How Honolulu’s Side Street Inn got its very own Rogue Ale
So this guy walks into a bar with a bottle of beer in a bag.
The guy? Jack Joyce, one of the founders of Rogue Ales in Newport, Ore., who spends four months a year in Hawaii.
The bar? Colin Nishida’s Side Street Inn in Honolulu, which has been featured on Anthony Bourdain’s Travel Channel series No Reservations.
In the bag? “Jack told me, Try this beer,” recalls Nishida. “So I fumble it out of the bag, and the picture on the label looks familiar. Then I read the name, and I have to tell you it surprised the [expletive deleted] out of me.”
On the label, a picture of Nishida and the name, “Side Street Inn Ale.”
“A small batch beer like that isn’t really a commercial venture for Rogue,” says Joyce. “We just did it as a present to Colin. He’s a good guy, who does a lot for his community and doesn’t ask for a lot back.”
We first tried Side Street Inn Ale at Colin’s wedding reception last Saturday. His wife, Mel, handed me a glass full and said, “You have to try this.”
Rogue’s ales and lagers are almost as well known for their colorful names and bottle graphics as their flavor profiles. The microbrewery’s Side Street Inn Ale was nice—malty on the front, nice hops, but not overpowering.

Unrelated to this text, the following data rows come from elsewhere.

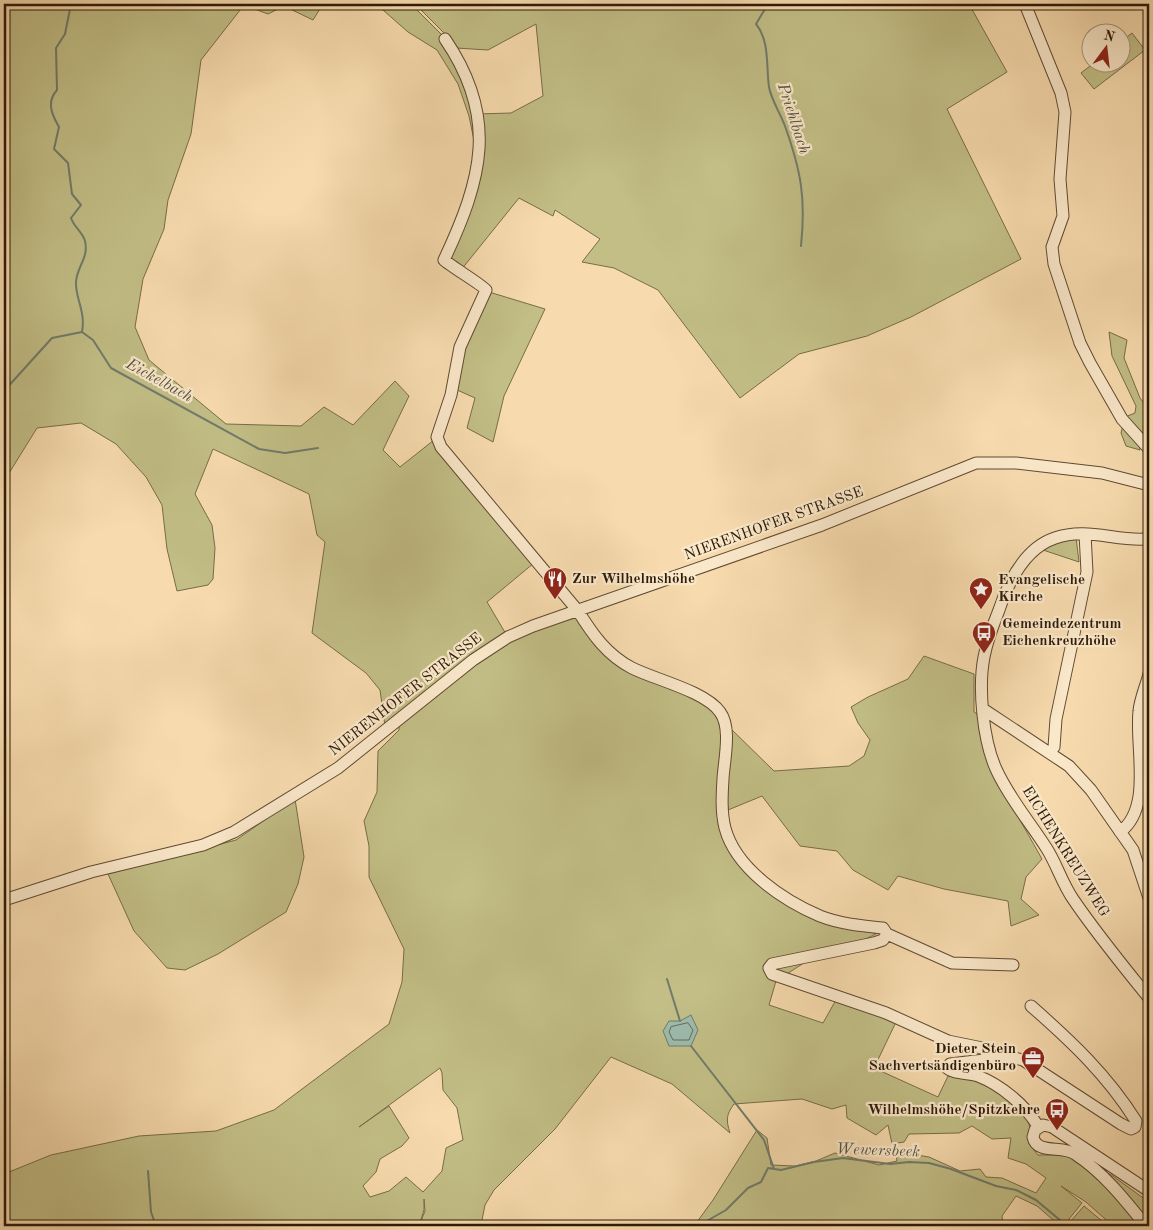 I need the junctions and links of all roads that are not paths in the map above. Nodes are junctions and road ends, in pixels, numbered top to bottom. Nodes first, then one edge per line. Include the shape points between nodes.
1 (1026, 4) edge
2 (444, 38) dead end
3 (1149, 449) edge
4 (1149, 485) edge
5 (1085, 534) junction
6 (1148, 537) edge
7 (578, 611) junction
8 (1149, 674) edge
9 (983, 709) junction
10 (1050, 753) junction
11 (1120, 832) junction
12 (1149, 898) edge
13 (4, 900) edge
14 (887, 934) junction
15 (1013, 965) dead end
16 (1149, 998) edge
17 (1031, 1006) dead end
18 (1010, 1057) junction
19 (1043, 1126) junction
20 (1149, 1191) edge
21 (1146, 1226) edge

1 - 3 street via 1061,93 1065,112 1060,161 1063,216 1052,247 1054,264 1080,343 1090,363 1122,419
2 - 7 street via 473,95 479,159 468,206 444,260 486,290 461,342 438,442
4 - 7 street, NIERENHOFER STRASSE via 1102,473 1016,463 976,463 822,524
5 - 6 street, EICHENKREUZWEG
5 - 9 street, EICHENKREUZWEG via 1054,538 1036,550 1021,565 1006,589 984,654 981,670
5 - 10 street via 1088,572 1056,720 1054,747
7 - 13 street, NIERENHOFER STRASSE via 508,637 473,660 338,768 234,832 203,845 91,872
7 - 14 street via 594,638 609,652 631,667 706,700 720,711 725,726 722,817 732,845 753,871 798,905 821,916 846,924 883,928
8 - 11 street via 1139,710 1142,787 1138,811 1131,825
9 - 10 street
9 - 16 street, EICHENKREUZWEG via 995,768 1058,867 1072,898
10 - 11 street via 1069,766 1091,790
11 - 12 street via 1132,850
14 - 15 street via 952,963
14 - 18 street via 883,940 874,943 772,964 769,968 772,974 886,1012 948,1041 1007,1053
17 - 18 street via 1075,1044 1107,1078 1136,1121 1135,1127 1131,1129 1120,1124 1023,1060
18 - 19 street via 1007,1060 950,1064 947,1068 976,1075 999,1087
19 - 20 street
19 - 21 street via 1033,1137 1037,1146 1067,1150 1084,1161 1116,1190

The real test, though, came yesterday at lunch. We split a bottle (we were in the office on a workday, after all) with an order of Side Street Inn’s legendary pork chops. We felt our pairing was a must. Jack Joyce had printed on the Side Street Inn Ale bottle: “Dedicated to Colin and his pork chops.”
Our verdict: a perfect combo.
The next shipment of Side Street Inn Ale reaches Honolulu again next week. It’s available only at Side Street Inn and a few select retailers.
“It’s been a big year for me,” says Nishida. “A new location.” (Another Side Street Inn is under construction on Kapahulu Ave., near Waikiki.) “A new wife, and now a new beer.”